Des Moines, Iowa -- (AP) -- A small plane faltered and crashed in a snow-crusted cornfield south of the Des Moines Municipal Airport Sunday, killing a veteran of four "Powder Puff" derby women's air races and injuring three companions.
The Polk County sheriff's office said MRS. ALICE PFANTZ, 45, of Des Moines, a flier since 1956, was dead on arrival at Iowa Methodist Hospital.
Reported in critical condition were:
MRS. MARILYN R. WILLIAMS, 38, of Des Moines, the pilot; MRS. ELIZABETH UTSLER, 39, of Indianola, Iowa; and MRS. CLEO BRAUGHT, 40, of Des Moines.
The three women suffered extensive head and facial lacerations, requiring surgery.

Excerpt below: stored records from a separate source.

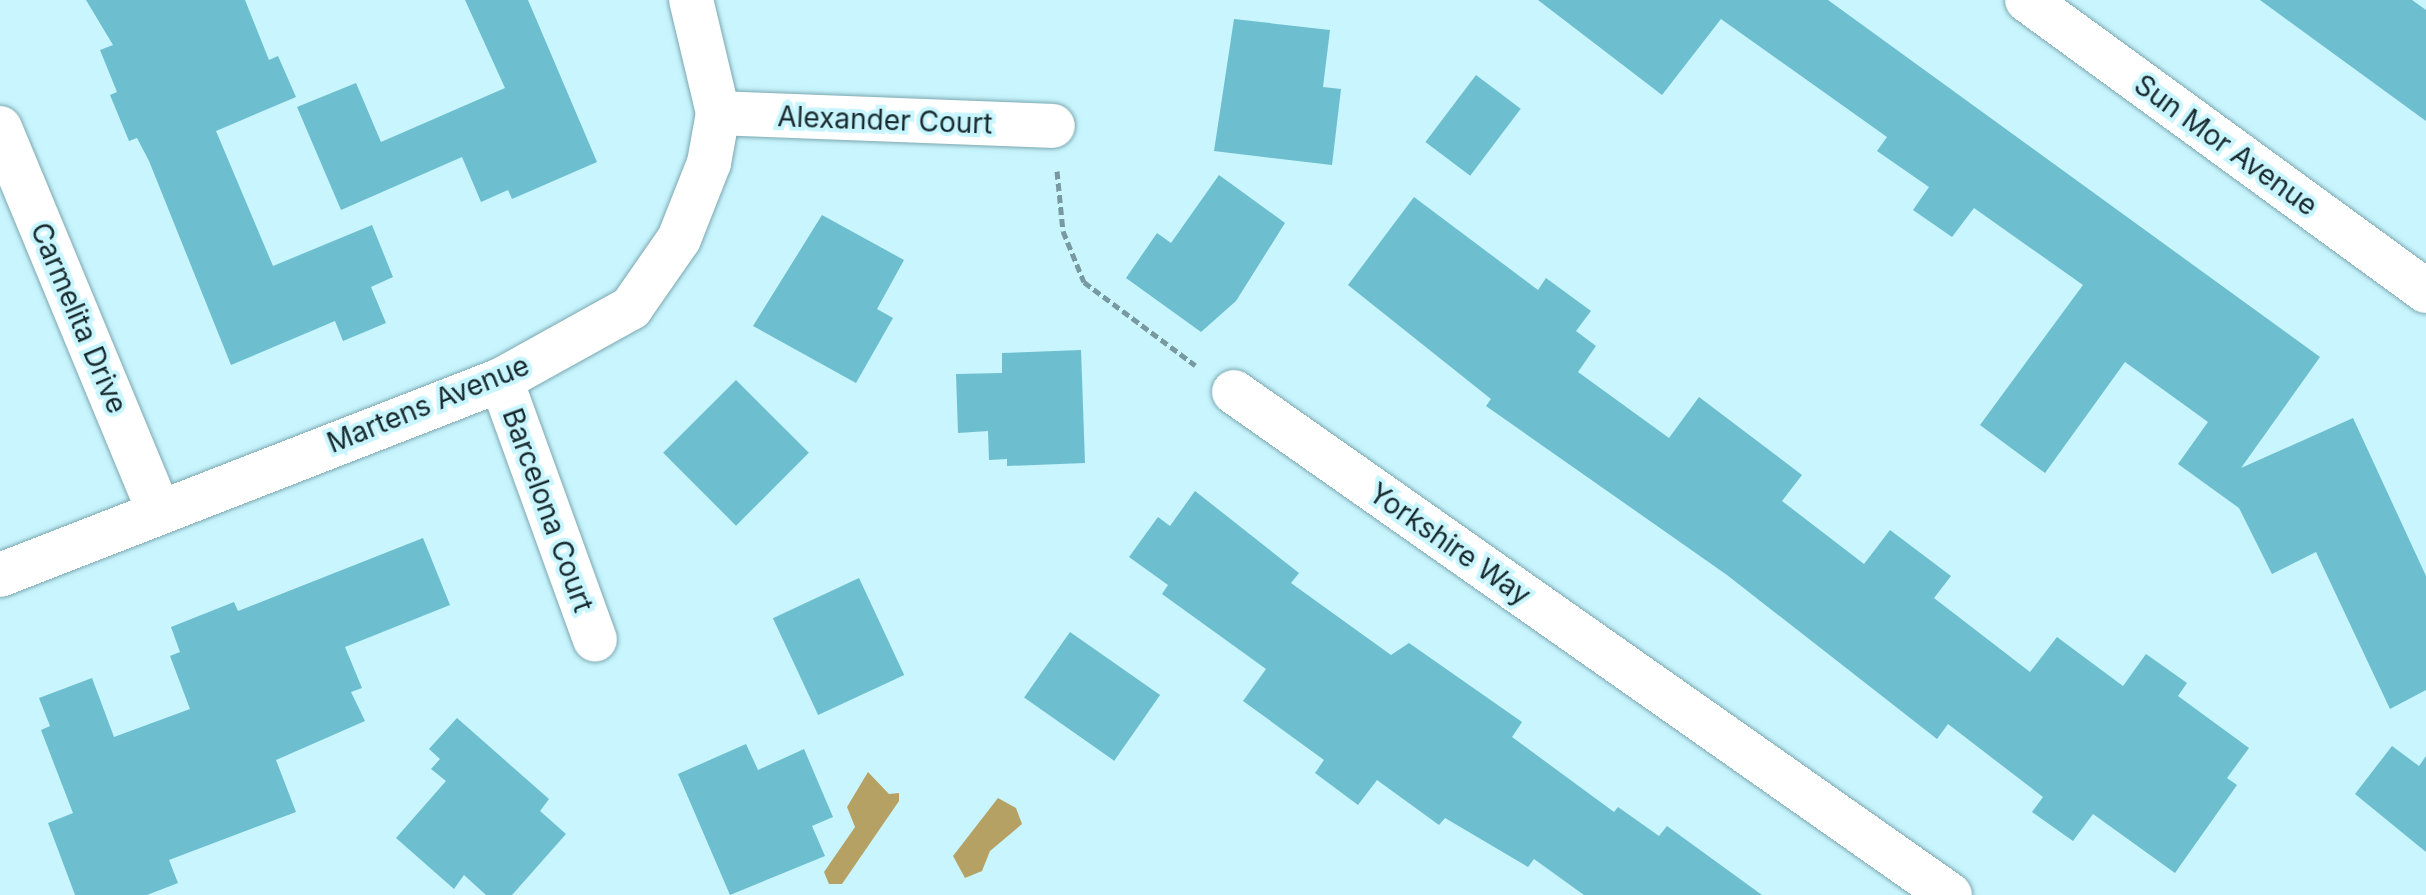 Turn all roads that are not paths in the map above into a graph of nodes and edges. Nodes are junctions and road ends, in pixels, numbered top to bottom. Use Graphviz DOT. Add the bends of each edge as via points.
graph roads {
  1 [pos="691,0"];
  2 [pos="2027,0"];
  3 [pos="718,113"];
  4 [pos="1053,126"];
  5 [pos="0,128"];
  6 [pos="2426,291"];
  7 [pos="501,380"];
  8 [pos="1234,392"];
  9 [pos="158,509"];
  10 [pos="0,575"];
  11 [pos="595,640"];
  12 [pos="1950,895"];
  1 -- 3 [label="street, Martens Avenue"];
  2 -- 6 [label="street, Sun Mor Avenue"];
  3 -- 4 [label="street, Alexander Court"];
  3 -- 7 [label="street, Martens Avenue" via="709,163 679,239 631,308"];
  5 -- 9 [label="street, Carmelita Drive"];
  7 -- 9 [label="street, Martens Avenue"];
  7 -- 11 [label="street, Barcelona Court"];
  8 -- 12 [label="street, Yorkshire Way"];
  9 -- 10 [label="street, Martens Avenue"];
}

MRS. WILLIAMS was MRS. PFANTZ' co-pilot in last year's All Women's International Air Race from Fort Myers, Fla., to the Bahamas. They finished fifth in the 625-mile race.

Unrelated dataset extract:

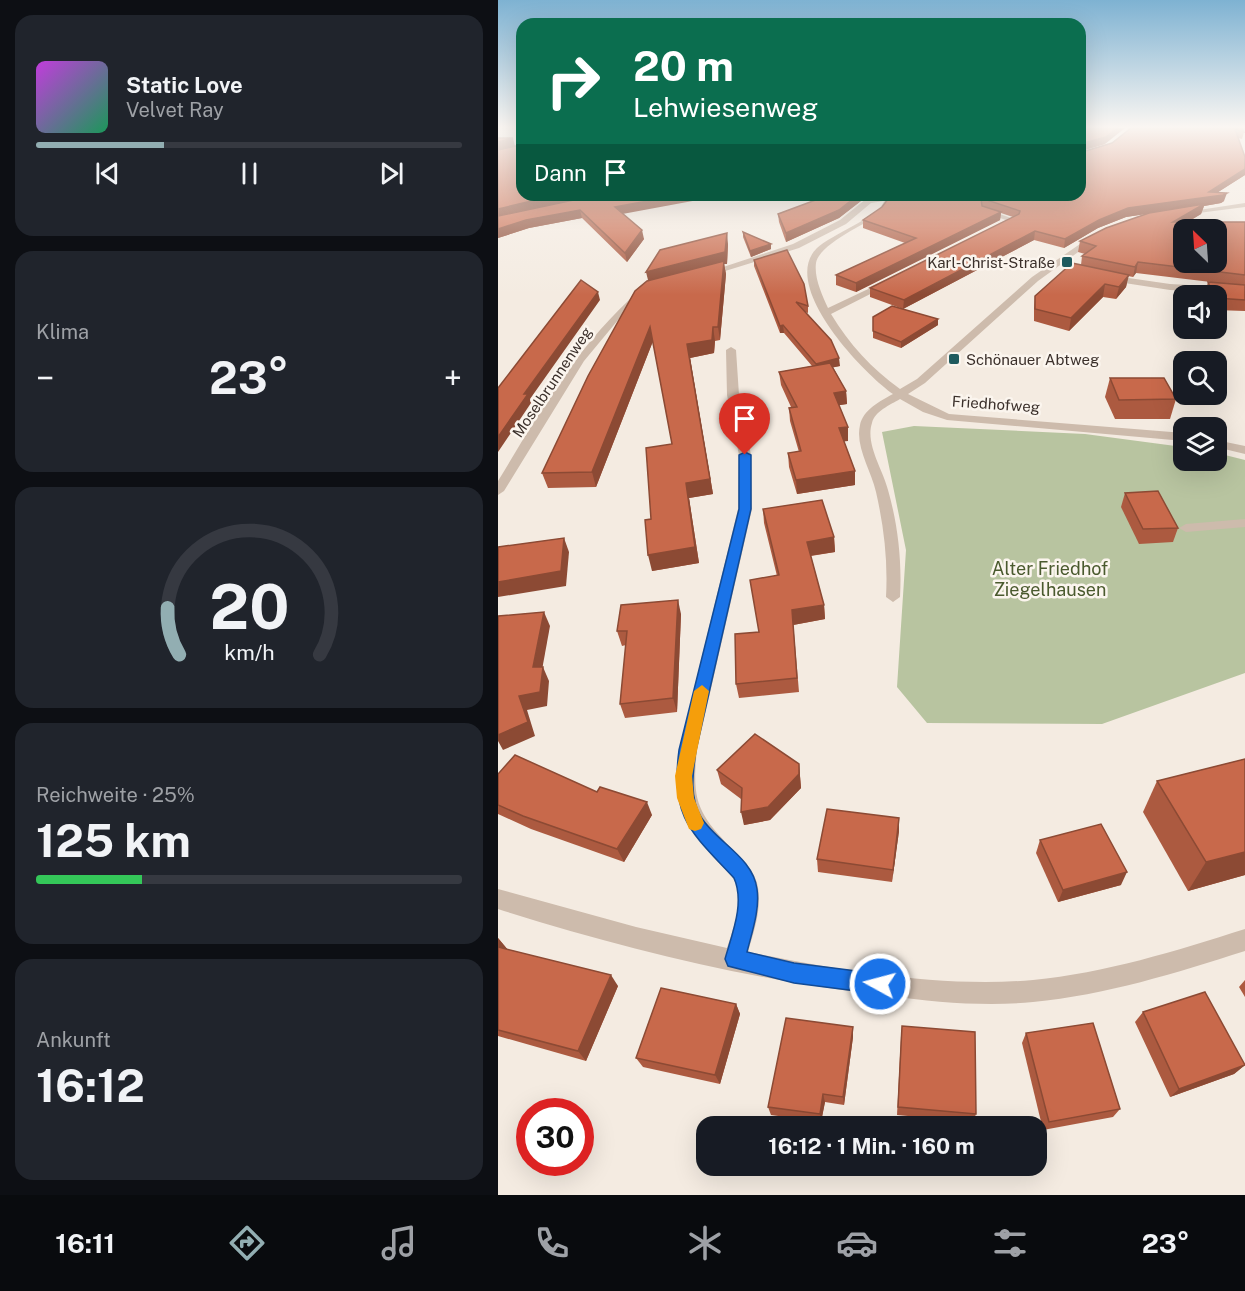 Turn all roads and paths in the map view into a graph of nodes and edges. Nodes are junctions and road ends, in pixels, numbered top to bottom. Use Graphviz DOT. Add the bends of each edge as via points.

Authorities were told the Beechcraft Bonanza developed engine trouble shortly after taking off from the airport en route to Newton, Iowa, where the women were to attend a flying club meeting.
Apparently unable to make it back, MRS. WILLIAMS headed for an open field on the MILDRED LOWE farm 1 1/2 miles south of the airport.
Witnesses said the single engine craft wavered, then came down in a belly landing. The plane bounced two or three times, then tipped forward, smashing the propeller. The women apparently were thrown against the instrument panel.
Two Air Force reservists, Robert Dady of Des Moines and Leroy Mauder of Ames, Iowa, said the plane appeared to lose power.
E. L. Fahrman of the general district office of the Federal Aviation Agency, said, "It's only speculation up to now about the cause of the crash" pending an investigation.
Two National Guard ambulances took the women to Iowa Methodist Hospital.
MRS. PFANTZ competed in the 1961 Powder Puff derby, a 2,709 mile test of pilot skills from San Diego, Calif., to Atlantic City, N.J.
She was the mother of two children, WILLIAM, 21, of Indianapolis; and RENEE, 15, who lives at home. MRS. PFANTZ' husband, GEORGE, operates a grocery chain.
MRS. PFANTZ, a tall woman, had logged more than 1,700 hours in the air.
She had planned to compete in the 1962 Powder Puff derby in July. MRS. PFANTZ, an instructor at the Des Moines Flying Service, held private and commercial pilot licenses, with multi-engine rating.
MRS. WILLIAMS' husband, FRANK, operates a home construction supply company in Des Moines. The plane was registered to the firm in WILLIAMS' name.